* EXERCISE DESCRIPTION:
Match on the string "Ranch" in the entries below and return every matching line.
══ MATERIALS PROVIDED
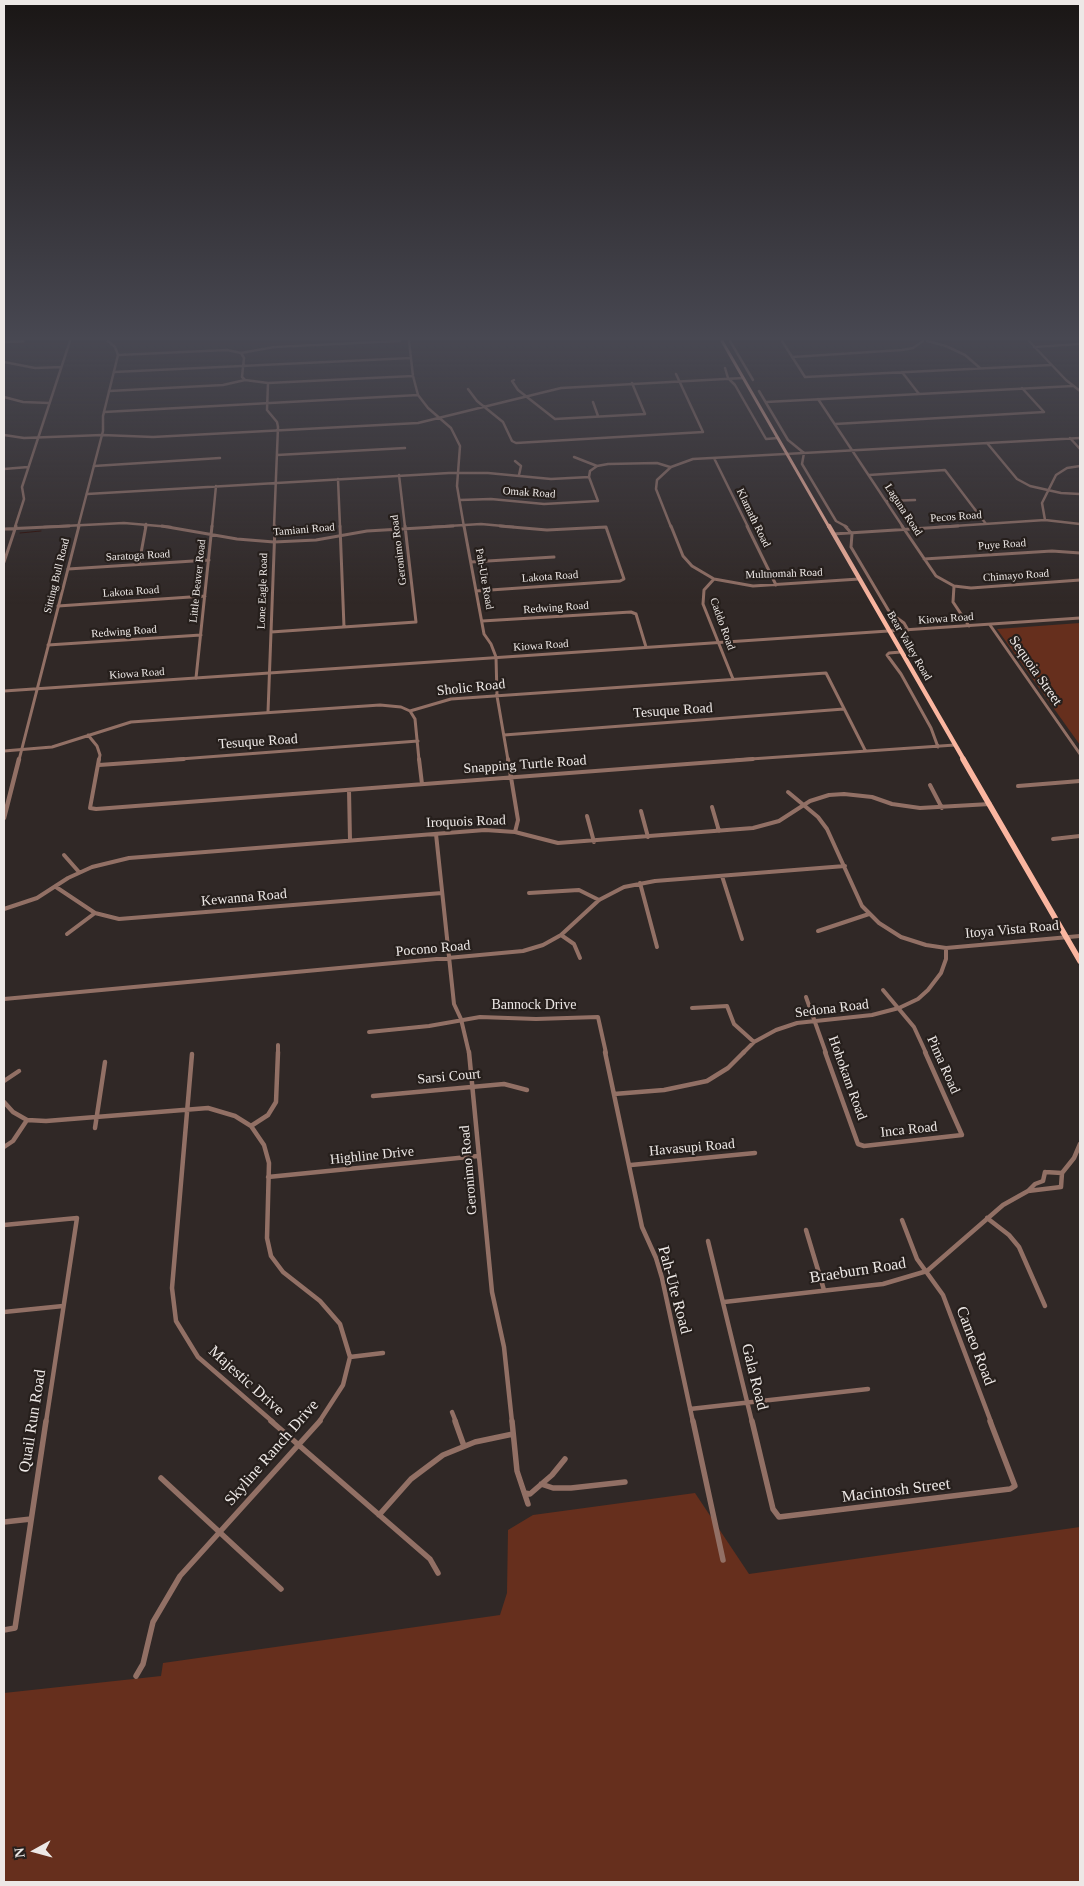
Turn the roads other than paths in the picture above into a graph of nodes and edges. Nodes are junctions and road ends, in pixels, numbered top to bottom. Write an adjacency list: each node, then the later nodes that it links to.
1 (41, 429): 14 (street)
2 (102, 429): 12 (street, Sitting Bull Road)
3 (312, 429): 11 (street)
4 (452, 429): 35 (street, Pah-Ute Road)
5 (506, 429): 6 (street)
6 (703, 429)
7 (760, 429): 15 (street)
8 (773, 429): 15 (main road, Bear Valley Road)
9 (782, 429): 22 (street)
10 (838, 429): 21 (street, Laguna Road)
11 (277, 431): 12 (street); 24 (street, Lone Eagle Road)
12 (102, 434): 14 (street); 29 (street, Sitting Bull Road)
13 (4, 435): 14 (street)
14 (38, 438): 32 (street)
15 (778, 438): 23 (main road, Bear Valley Road)
16 (1070, 438): 17 (street); 18 (street); 20 (street)
17 (1080, 438)
18 (987, 444): 21 (street); 43 (street)
19 (405, 448): 24 (street)
20 (1080, 449)
21 (852, 450): 22 (street); 38 (street, Laguna Road)
22 (804, 453): 23 (street); 59 (street)
23 (787, 454): 27 (street); 60 (main road, Bear Valley Road)
24 (277, 455): 41 (street, Lone Eagle Road)
25 (574, 457): 30 (street)
26 (220, 458): 29 (street)
27 (714, 458): 33 (street); 76 (street, Klamath Road)
28 (515, 461): 37 (street)
29 (94, 466): 44 (street, Sitting Bull Road)
30 (597, 466): 33 (street); 39 (street)
31 (1080, 466): 43 (street)
32 (28, 467): 34 (street); 57 (street)
33 (671, 467): 73 (street, Multnomah Road)
34 (4, 469)
35 (457, 473): 36 (street); 37 (street); 46 (street, Pah-Ute Road)
36 (399, 475): 40 (street); 55 (street, Geronimo Road)
37 (518, 475): 39 (street)
38 (869, 475): 48 (street, Laguna Road); 51 (street)
39 (589, 477): 46 (street, Omak Road)
40 (338, 479): 41 (street); 62 (street)
41 (276, 483): 42 (street); 63 (street, Lone Eagle Road)
42 (216, 486): 44 (street); 61 (street, Little Beaver Road)
43 (1047, 491): 45 (street); 49 (street)
44 (87, 494): 53 (street, Sitting Bull Road)
45 (1080, 494)
46 (460, 500): 54 (street, Pah-Ute Road)
47 (915, 500): 48 (street)
48 (887, 501): 58 (street, Laguna Road)
49 (1045, 520): 51 (street, Pecos Road); 52 (street, Pecos Road)
50 (146, 524): 53 (street, Tamiani Road); 61 (street, Tamiani Road); 70 (street)
51 (986, 524): 58 (street, Pecos Road)
52 (1080, 524)
53 (79, 525): 57 (street, Tamiani Road); 71 (street, Sitting Bull Road)
54 (464, 525): 55 (street, Tamiani Road); 69 (street, Pah-Ute Road); 72 (street, Tamiani Road)
55 (405, 528): 62 (street, Tamiani Road); 85 (street, Geronimo Road)
56 (4, 529): 57 (street, Tamiani Road)
57 (15, 529): 68 (street)
58 (905, 529): 59 (street, Pecos Road); 66 (street, Laguna Road)
59 (850, 532): 60 (street, Pecos Road); 86 (street)
60 (833, 534): 74 (main road, Bear Valley Road)
61 (211, 535): 63 (street, Tamiani Road); 67 (street, Little Beaver Road)
62 (340, 536): 63 (street, Tamiani Road); 85 (street)
63 (274, 542): 88 (street, Lone Eagle Road)
64 (1080, 553): 66 (street, Puye Road)
65 (554, 557): 69 (street)
66 (924, 559): 77 (street, Laguna Road)
67 (209, 560): 70 (street, Saratoga Road); 79 (street, Little Beaver Road)
68 (4, 562)
69 (471, 562): 78 (street, Pah-Ute Road)
70 (139, 564): 71 (street, Saratoga Road)
71 (68, 569): 80 (street, Sitting Bull Road)
72 (624, 579): 78 (street, Lakota Road)
73 (714, 579): 76 (street, Multnomah Road); 90 (street, Caddo Road)
74 (859, 580): 76 (street, Multnomah Road); 87 (main road, Bear Valley Road)
75 (1080, 580): 77 (street, Chimayo Road)
76 (776, 585)
77 (954, 586): 84 (street)
78 (476, 591): 82 (street, Pah-Ute Road)
79 (205, 596): 80 (street, Lakota Road); 89 (street, Little Beaver Road)
80 (58, 606): 91 (street, Sitting Bull Road)
81 (1080, 618): 83 (street, Kiowa Road)
82 (482, 621): 92 (street, Redwing Road); 94 (street, Pah-Ute Road)
83 (990, 625): 84 (street, Kiowa Road); 112 (street, Sequoia Street)
84 (969, 626): 86 (street, Kiowa Road)
85 (344, 627): 88 (street)
86 (908, 630): 87 (street, Kiowa Road)
87 (889, 631): 90 (street, Kiowa Road); 93 (main road, Bear Valley Road)
88 (271, 632): 95 (street, Lone Eagle Road)
89 (201, 635): 91 (street, Redwing Road); 96 (street, Little Beaver Road)
90 (719, 642): 92 (street, Kiowa Road); 97 (street, Caddo Road)
91 (48, 645): 98 (street, Sitting Bull Road)
92 (646, 647): 94 (street, Kiowa Road)
93 (901, 652): 107 (main road, Bear Valley Road); 108 (street)
94 (496, 657): 95 (street, Kiowa Road); 100 (street, Pah-Ute Road)
95 (270, 673): 96 (street, Kiowa Road); 103 (street, Lone Eagle Road)
96 (196, 678): 98 (street, Kiowa Road)
97 (733, 679): 100 (street, Sholic Road); 101 (street, Sholic Road)
98 (37, 689): 99 (street, Kiowa Road); 109 (street, Sitting Bull Road)
99 (4, 691)
100 (497, 696): 102 (street, Sholic Road); 105 (street, Pah-Ute Road)
101 (844, 709): 105 (street, Tesuque Road); 110 (street)
102 (410, 711): 103 (street); 106 (street)
103 (268, 712): 104 (street)
104 (88, 735): 109 (street); 113 (street)
105 (504, 735): 114 (street, Pah-Ute Road)
106 (418, 742): 113 (street, Tesuque Road); 116 (street)
107 (955, 745): 108 (street, Snapping Turtle Road); 122 (main road, Bear Valley Road)
108 (938, 746): 110 (street, Snapping Turtle Road)
109 (21, 750): 111 (street); 128 (street, Sitting Bull Road)
110 (865, 750): 114 (street, Snapping Turtle Road)
111 (4, 751)
112 (1080, 754)
113 (98, 765): 125 (street)
114 (510, 778): 116 (street, Snapping Turtle Road); 130 (street, Pah-Ute Road)
115 (1080, 781): 118 (street)
116 (422, 784): 119 (street, Snapping Turtle Road)
117 (930, 785): 124 (street)
118 (1018, 786)
119 (349, 790): 125 (street, Snapping Turtle Road); 135 (street)
120 (788, 792): 121 (street)
121 (804, 804): 124 (street, Iroquois Road); 129 (street, Iroquois Road); 138 (street)
122 (990, 804): 124 (street, Iroquois Road); 153 (main road, Bear Valley Road)
123 (712, 806): 129 (street)
124 (942, 808)
125 (96, 809)
126 (641, 812): 133 (street)
127 (587, 816): 136 (street)
128 (4, 818)
129 (719, 831): 133 (street, Iroquois Road)
130 (515, 832): 131 (street, Iroquois Road); 136 (street, Iroquois Road)
131 (436, 834): 135 (street, Iroquois Road); 143 (street, Geronimo Road)
132 (1080, 836): 134 (street)
133 (648, 837): 136 (street, Iroquois Road)
134 (1053, 839)
135 (350, 840): 139 (street, Iroquois Road)
136 (594, 842)
137 (64, 855): 139 (street)
138 (845, 866): 140 (street, Pocono Road); 148 (street)
139 (79, 872): 142 (street, Iroquois Road)
140 (722, 876): 141 (street, Pocono Road); 154 (street)
141 (640, 883): 145 (street, Pocono Road); 155 (street)
142 (56, 887): 146 (street, Iroquois Road); 147 (street, Kewanna Road)
143 (442, 893): 147 (street, Kewanna Road); 158 (street, Geronimo Road)
144 (529, 893): 145 (street)
145 (599, 900): 151 (street, Pocono Road)
146 (4, 909)
147 (95, 913): 150 (street)
148 (869, 914): 149 (street); 156 (street, Itoya Vista Road)
149 (818, 931)
150 (67, 934)
151 (561, 935): 157 (street); 158 (street, Pocono Road)
152 (1080, 936): 153 (street, Itoya Vista Road)
153 (1066, 937): 156 (street, Itoya Vista Road); 159 (main road, Bear Valley Road)
154 (742, 939)
155 (657, 947)
156 (946, 948): 164 (street, Sedona Road)
157 (580, 958)
158 (449, 959): 162 (street, Pocono Road); 165 (street, Geronimo Road)
159 (1080, 961)
160 (883, 990): 164 (street, Pima Road)
161 (806, 997): 166 (street, Hohokam Road)
162 (4, 999)
163 (692, 1008): 169 (street)
164 (899, 1008): 166 (street, Sedona Road); 185 (street, Pima Road)
165 (461, 1019): 167 (street, Bannock Drive); 168 (street); 175 (street, Geronimo Road)
166 (814, 1020): 169 (street, Sedona Road); 186 (street, Hohokam Road)
167 (601, 1026): 177 (street, Pah-Ute Road)
168 (369, 1032)
169 (754, 1042): 177 (street, Sedona Road)
170 (278, 1045): 183 (street)
171 (192, 1054): 180 (street, Majestic Drive)
172 (105, 1062): 181 (street)
173 (19, 1071): 174 (street)
174 (4, 1081)
175 (472, 1086): 176 (street, Sarsi Court); 178 (street, Sarsi Court); 190 (street, Geronimo Road)
176 (527, 1090)
177 (614, 1094): 191 (street, Pah-Ute Road)
178 (373, 1096)
179 (4, 1102): 182 (street)
180 (187, 1108): 181 (street); 183 (street); 215 (street, Majestic Drive)
181 (97, 1116): 182 (street); 184 (street)
182 (27, 1120): 188 (street)
183 (251, 1126): 193 (street)
184 (95, 1128)
185 (962, 1135): 186 (street, Inca Road)
186 (858, 1144)
187 (1080, 1144): 192 (street, Braeburn Road)
188 (4, 1146)
189 (755, 1153): 191 (street, Havasupi Road)
190 (478, 1156): 193 (street, Highline Drive); 214 (street, Geronimo Road)
191 (631, 1165): 212 (street, Pah-Ute Road)
192 (1062, 1173): 194 (street, Braeburn Road); 195 (street, Braeburn Road)
193 (268, 1178): 209 (street)
194 (1043, 1181): 195 (street); 196 (street, Braeburn Road)
195 (1048, 1187): 196 (street, Braeburn Road)
196 (1028, 1191): 197 (street, Braeburn Road)
197 (987, 1218): 202 (street, Braeburn Road); 206 (street)
198 (902, 1220): 202 (street, Cameo Road)
199 (4, 1225): 205 (street, Quail Run Road)
200 (806, 1230): 203 (street)
201 (708, 1241): 204 (street, Gala Road)
202 (927, 1271): 203 (street, Braeburn Road); 221 (street, Cameo Road)
203 (824, 1290): 204 (street, Braeburn Road)
204 (724, 1302): 211 (street, Gala Road)
205 (63, 1306): 207 (street); 226 (street, Quail Run Road)
206 (1045, 1306)
207 (4, 1312)
208 (383, 1353): 209 (street)
209 (350, 1357): 215 (street, Skyline Ranch Drive)
210 (868, 1389): 211 (street)
211 (748, 1403): 212 (street); 225 (street, Gala Road)
212 (690, 1409): 229 (street, Pah-Ute Road)
213 (452, 1412): 216 (street)
214 (512, 1434): 216 (street); 222 (street, Geronimo Road)
215 (299, 1444): 224 (street, Majestic Drive); 228 (street, Skyline Ranch Drive)
216 (464, 1446): 224 (street)
217 (565, 1459): 220 (street)
218 (161, 1478): 228 (street)
219 (625, 1482): 220 (street)
220 (542, 1484): 222 (street)
221 (1015, 1486): 225 (street, Macintosh Street)
222 (524, 1493): 223 (street, Geronimo Road)
223 (528, 1504)
224 (379, 1515): 230 (street, Majestic Drive)
225 (779, 1518)
226 (31, 1519): 227 (street); 232 (street, Quail Run Road)
227 (4, 1522)
228 (219, 1532): 231 (street); 234 (street, Skyline Ranch Drive)
229 (723, 1560)
230 (438, 1573)
231 (280, 1589)
232 (15, 1628): 233 (street)
233 (4, 1630)
234 (136, 1676)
════
* RESPONSE TO THIS EXERCISE:
209 (350, 1357): 215 (street, Skyline Ranch Drive)
215 (299, 1444): 224 (street, Majestic Drive); 228 (street, Skyline Ranch Drive)
228 (219, 1532): 231 (street); 234 (street, Skyline Ranch Drive)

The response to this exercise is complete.